→ Your task
Read the data below. Every line holding the string "داوری" must be copied.

━━━━━ Dataset records ━━━━━

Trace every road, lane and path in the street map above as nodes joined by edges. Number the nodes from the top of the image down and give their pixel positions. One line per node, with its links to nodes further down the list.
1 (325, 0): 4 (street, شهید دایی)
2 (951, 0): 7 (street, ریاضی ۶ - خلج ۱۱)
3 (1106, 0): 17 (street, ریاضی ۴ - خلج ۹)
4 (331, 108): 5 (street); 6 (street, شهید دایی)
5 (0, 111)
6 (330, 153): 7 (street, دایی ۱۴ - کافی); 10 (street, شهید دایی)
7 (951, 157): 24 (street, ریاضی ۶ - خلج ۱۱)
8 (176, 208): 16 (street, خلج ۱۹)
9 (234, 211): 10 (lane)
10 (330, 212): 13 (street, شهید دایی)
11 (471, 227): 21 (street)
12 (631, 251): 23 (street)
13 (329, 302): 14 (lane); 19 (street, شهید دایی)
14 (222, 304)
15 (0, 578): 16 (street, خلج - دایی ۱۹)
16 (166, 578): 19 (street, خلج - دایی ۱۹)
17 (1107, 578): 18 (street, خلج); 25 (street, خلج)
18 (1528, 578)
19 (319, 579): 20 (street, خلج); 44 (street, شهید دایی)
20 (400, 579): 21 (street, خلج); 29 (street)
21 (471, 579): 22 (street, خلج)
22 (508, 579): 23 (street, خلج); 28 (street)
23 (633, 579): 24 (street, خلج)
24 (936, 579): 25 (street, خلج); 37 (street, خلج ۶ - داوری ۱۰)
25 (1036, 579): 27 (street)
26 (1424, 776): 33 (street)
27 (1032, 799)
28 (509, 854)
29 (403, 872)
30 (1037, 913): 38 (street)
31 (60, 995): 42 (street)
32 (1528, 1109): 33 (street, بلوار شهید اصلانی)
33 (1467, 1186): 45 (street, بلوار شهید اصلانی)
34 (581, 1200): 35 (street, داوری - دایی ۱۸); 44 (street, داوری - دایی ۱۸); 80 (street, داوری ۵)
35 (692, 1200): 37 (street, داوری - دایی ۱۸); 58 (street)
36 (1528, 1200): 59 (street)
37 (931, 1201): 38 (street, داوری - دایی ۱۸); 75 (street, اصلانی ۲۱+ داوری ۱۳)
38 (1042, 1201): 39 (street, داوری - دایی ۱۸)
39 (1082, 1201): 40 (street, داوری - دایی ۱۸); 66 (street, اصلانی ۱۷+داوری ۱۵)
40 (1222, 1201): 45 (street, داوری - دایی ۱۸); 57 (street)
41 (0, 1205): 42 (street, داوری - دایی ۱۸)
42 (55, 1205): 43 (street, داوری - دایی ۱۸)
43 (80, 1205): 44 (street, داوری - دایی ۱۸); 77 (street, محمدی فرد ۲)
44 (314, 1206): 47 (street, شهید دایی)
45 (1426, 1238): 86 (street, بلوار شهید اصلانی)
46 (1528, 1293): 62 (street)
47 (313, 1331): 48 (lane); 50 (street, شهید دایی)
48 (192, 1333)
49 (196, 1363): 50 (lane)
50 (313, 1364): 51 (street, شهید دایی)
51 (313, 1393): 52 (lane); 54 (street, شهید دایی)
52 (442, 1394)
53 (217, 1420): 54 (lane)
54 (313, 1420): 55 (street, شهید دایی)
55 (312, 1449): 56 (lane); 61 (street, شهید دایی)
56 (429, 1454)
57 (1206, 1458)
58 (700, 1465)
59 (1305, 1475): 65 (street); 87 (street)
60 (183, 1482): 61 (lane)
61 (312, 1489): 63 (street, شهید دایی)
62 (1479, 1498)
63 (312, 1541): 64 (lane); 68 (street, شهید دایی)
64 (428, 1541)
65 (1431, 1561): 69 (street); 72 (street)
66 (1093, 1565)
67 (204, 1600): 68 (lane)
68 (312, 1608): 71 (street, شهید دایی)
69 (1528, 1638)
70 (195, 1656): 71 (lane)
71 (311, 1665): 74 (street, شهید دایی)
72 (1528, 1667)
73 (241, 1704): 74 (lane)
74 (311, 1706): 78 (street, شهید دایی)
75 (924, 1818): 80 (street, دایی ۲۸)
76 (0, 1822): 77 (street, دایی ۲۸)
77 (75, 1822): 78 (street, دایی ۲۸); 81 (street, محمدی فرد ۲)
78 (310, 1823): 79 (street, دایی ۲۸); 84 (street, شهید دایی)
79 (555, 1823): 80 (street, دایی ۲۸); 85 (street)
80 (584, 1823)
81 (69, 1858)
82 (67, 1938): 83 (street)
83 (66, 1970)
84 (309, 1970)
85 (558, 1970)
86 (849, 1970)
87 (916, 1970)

━━━━━

→ Output
24 (936, 579): 25 (street, خلج); 37 (street, خلج ۶ - داوری ۱۰)
34 (581, 1200): 35 (street, داوری - دایی ۱۸); 44 (street, داوری - دایی ۱۸); 80 (street, داوری ۵)
35 (692, 1200): 37 (street, داوری - دایی ۱۸); 58 (street)
37 (931, 1201): 38 (street, داوری - دایی ۱۸); 75 (street, اصلانی ۲۱+ داوری ۱۳)
38 (1042, 1201): 39 (street, داوری - دایی ۱۸)
39 (1082, 1201): 40 (street, داوری - دایی ۱۸); 66 (street, اصلانی ۱۷+داوری ۱۵)
40 (1222, 1201): 45 (street, داوری - دایی ۱۸); 57 (street)
41 (0, 1205): 42 (street, داوری - دایی ۱۸)
42 (55, 1205): 43 (street, داوری - دایی ۱۸)
43 (80, 1205): 44 (street, داوری - دایی ۱۸); 77 (street, محمدی فرد ۲)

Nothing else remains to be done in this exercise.